Nope. Never. Nadda. Signing one prized position player to a mega contract may feel like the right thing for a team with a struggling offense to do, but historically it's not really the best move. While the Yankees and Red Sox always make those signings and they always seem to be competitive -- there's a big difference between them and the Mariners.
The Red Sox and Yankees (the Angels too) can continue to make these big splash signings because they can afford for a couple of these contracts not to pan out. I can't tell you how much garbage is on the Red Sox roster or was on the roster last season. Anyone will tell you that the Yankees lineup is strong but also overpriced ( and aging). But they can afford to do those things, they're making lots and lots of money.
Sometimes it blows up in their faces. Sometimes it doesn't work. The point is though, they can reload quicker than Seattle if it blows up.

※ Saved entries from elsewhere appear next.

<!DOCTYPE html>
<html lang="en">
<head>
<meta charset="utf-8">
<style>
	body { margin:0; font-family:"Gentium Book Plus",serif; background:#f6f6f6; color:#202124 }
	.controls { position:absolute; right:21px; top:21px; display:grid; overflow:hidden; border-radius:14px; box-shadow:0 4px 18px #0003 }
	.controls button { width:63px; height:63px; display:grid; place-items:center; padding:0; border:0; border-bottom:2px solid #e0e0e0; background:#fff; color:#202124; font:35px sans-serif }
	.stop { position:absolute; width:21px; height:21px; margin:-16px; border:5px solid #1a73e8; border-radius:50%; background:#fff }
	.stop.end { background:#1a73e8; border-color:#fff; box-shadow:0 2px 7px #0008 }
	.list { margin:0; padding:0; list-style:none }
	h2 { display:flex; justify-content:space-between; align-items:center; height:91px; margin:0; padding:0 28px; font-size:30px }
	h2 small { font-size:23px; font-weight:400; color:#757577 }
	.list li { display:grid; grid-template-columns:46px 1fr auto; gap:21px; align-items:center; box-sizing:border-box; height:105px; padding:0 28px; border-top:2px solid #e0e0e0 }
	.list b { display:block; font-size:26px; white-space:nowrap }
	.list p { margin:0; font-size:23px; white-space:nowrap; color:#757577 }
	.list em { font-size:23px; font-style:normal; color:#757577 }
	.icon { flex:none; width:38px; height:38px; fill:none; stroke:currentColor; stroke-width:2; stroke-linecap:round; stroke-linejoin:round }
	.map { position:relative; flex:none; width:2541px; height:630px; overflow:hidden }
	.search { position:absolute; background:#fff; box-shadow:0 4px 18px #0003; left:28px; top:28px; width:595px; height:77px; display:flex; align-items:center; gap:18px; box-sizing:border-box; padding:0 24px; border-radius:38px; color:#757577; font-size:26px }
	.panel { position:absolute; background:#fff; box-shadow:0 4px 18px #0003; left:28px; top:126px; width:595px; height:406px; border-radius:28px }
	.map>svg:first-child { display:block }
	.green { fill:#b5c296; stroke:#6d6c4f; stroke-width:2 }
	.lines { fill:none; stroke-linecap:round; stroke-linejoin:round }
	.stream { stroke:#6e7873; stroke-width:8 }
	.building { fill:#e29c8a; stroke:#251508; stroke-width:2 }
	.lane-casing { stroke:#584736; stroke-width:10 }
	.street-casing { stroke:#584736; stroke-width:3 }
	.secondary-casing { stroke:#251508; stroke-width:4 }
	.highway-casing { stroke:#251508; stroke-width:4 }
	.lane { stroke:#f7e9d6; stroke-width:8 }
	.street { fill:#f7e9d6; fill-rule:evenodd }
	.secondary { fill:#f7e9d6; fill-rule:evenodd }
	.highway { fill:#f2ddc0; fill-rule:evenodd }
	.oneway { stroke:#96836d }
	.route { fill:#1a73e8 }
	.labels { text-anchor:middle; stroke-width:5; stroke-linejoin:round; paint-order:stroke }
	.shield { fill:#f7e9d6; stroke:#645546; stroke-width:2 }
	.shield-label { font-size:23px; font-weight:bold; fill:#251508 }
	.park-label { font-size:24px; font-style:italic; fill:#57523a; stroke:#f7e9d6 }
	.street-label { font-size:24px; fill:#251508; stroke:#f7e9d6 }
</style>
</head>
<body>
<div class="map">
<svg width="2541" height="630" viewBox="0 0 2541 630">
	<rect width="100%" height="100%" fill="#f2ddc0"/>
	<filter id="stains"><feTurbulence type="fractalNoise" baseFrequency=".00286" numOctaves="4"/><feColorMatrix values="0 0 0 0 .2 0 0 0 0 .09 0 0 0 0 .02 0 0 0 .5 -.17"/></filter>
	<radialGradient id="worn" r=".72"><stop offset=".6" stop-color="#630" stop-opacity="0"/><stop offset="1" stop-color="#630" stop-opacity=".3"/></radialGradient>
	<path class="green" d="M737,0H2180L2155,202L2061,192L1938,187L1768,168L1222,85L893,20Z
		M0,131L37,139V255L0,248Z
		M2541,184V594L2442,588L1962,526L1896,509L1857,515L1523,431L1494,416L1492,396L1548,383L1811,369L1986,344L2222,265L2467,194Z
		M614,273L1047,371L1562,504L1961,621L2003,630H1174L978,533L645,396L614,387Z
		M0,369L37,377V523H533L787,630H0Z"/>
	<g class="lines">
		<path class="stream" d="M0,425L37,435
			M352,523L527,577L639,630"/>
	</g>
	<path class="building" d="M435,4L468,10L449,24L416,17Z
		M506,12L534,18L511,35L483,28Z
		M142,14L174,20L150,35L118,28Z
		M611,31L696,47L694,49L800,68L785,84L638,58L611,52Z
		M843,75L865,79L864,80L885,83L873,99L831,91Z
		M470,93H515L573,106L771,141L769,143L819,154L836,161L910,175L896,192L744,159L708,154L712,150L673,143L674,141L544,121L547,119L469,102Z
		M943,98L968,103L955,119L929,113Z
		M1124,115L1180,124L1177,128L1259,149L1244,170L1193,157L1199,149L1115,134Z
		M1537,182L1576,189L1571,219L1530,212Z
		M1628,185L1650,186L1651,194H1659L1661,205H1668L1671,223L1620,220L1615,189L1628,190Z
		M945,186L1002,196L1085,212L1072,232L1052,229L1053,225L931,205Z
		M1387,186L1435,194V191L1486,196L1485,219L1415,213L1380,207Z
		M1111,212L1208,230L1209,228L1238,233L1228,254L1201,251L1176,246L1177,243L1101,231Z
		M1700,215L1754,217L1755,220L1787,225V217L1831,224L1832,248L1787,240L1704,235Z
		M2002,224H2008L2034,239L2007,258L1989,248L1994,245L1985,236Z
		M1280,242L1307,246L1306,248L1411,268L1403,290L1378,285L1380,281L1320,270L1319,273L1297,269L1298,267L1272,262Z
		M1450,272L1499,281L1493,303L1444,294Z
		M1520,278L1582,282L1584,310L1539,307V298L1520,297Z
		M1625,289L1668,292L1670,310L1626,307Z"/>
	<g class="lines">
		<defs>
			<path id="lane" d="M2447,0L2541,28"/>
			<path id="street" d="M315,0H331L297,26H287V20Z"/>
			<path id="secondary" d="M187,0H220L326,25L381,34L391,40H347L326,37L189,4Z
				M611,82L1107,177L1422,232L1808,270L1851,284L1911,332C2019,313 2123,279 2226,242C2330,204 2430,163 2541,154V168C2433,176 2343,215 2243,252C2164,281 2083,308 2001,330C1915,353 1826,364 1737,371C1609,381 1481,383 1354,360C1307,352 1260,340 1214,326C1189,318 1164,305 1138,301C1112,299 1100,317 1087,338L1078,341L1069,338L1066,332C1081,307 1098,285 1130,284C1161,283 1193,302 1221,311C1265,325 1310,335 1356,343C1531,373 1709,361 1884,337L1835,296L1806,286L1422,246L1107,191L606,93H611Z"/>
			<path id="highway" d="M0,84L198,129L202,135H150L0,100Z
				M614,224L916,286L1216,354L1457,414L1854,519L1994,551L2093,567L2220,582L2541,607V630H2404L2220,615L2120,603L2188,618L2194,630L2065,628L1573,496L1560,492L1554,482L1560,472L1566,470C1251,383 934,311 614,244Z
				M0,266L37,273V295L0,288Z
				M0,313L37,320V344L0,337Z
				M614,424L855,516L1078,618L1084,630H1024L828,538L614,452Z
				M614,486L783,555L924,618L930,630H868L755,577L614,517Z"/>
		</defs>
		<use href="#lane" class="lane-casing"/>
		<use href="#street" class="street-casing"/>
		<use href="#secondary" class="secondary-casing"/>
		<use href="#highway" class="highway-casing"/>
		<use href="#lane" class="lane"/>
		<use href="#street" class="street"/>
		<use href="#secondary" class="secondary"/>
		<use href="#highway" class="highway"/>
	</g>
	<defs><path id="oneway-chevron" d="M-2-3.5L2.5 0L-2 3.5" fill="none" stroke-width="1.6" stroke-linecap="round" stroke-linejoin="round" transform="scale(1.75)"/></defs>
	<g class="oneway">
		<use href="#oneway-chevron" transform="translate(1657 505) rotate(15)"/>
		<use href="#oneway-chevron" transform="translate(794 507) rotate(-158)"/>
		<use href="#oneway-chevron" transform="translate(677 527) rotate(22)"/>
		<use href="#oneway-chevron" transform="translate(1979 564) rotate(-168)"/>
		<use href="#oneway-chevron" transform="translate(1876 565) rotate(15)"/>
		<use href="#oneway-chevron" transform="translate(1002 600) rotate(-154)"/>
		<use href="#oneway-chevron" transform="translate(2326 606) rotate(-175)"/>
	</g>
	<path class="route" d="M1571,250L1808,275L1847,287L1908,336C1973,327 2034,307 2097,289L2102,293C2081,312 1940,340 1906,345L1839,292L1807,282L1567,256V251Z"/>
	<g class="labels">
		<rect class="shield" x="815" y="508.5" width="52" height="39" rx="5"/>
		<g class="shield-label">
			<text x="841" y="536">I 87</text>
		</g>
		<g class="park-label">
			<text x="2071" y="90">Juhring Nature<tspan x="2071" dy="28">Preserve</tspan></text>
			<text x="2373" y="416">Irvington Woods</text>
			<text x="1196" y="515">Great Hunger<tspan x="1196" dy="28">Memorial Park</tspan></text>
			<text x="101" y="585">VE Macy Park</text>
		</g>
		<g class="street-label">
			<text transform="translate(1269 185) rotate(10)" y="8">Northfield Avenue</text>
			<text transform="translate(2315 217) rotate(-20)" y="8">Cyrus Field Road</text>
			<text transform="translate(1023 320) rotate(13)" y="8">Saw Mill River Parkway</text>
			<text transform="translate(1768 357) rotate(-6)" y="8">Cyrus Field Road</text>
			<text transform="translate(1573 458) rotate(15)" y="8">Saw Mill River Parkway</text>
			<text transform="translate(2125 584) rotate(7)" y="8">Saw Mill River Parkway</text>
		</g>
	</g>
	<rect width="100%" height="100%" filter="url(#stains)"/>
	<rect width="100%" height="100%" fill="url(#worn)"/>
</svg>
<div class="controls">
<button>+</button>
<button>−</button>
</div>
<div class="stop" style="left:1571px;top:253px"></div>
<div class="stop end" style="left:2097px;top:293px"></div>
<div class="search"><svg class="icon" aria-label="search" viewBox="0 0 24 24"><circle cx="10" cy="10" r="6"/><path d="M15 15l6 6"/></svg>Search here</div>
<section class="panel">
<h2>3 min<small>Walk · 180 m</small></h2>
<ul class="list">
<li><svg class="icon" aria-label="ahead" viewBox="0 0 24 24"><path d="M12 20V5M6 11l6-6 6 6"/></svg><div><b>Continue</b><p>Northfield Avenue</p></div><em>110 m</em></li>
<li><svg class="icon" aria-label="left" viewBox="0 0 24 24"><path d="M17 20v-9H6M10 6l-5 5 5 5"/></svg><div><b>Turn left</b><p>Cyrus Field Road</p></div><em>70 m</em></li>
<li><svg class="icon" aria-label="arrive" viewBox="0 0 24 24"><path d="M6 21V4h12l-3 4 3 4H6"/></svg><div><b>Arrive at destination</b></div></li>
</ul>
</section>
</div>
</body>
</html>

The Mariners have money but not a big pile like those bigger markets. They can make a free agent signing but it's going to be like when Texas signed A-Rod. One high-priced star with a bunch of nobodies. Team in hamstrung for years.
And that's not what Safeco needs right now. They keep losing and losing fans. They need a good team. Better to pick up three or four guys that can hit the ball well, not just put up stats like Josh Hamilton.
Seriously, get three guys that can hit .280 (which Hamilton didn't do last season) and you can do it for cheaper than $125 mil. Chances are that player won't be taking body shots at a bar anytime soon either.
Hand Hamilton a fatty contract, after he's already proven to have relapses and slump on several occasions should be a red flag. I don't get why this isn't a bigger deal for people. The guy had a bad second half of the 2012 season and he's got some tread on those tires after years of drug abuse. People talk about how expecting Pujols to have ten more great years is kind of stretching, how about a guy that's 31 and was a drug addict? Body breaks down if you don't treat it right even if you turn it around (which he has done).
And he's shown that off-the-field matters show up on the field. He blamed his slump on trying to quit chewing, which if it's true, means he doesn't quite have the mental concentration you would hope to have from somebody who's making 125 million.
A big free agent slugger is never what you need when building up the team and it's certainly not what the Mariners need. More offense? Yes, but not for that price tag.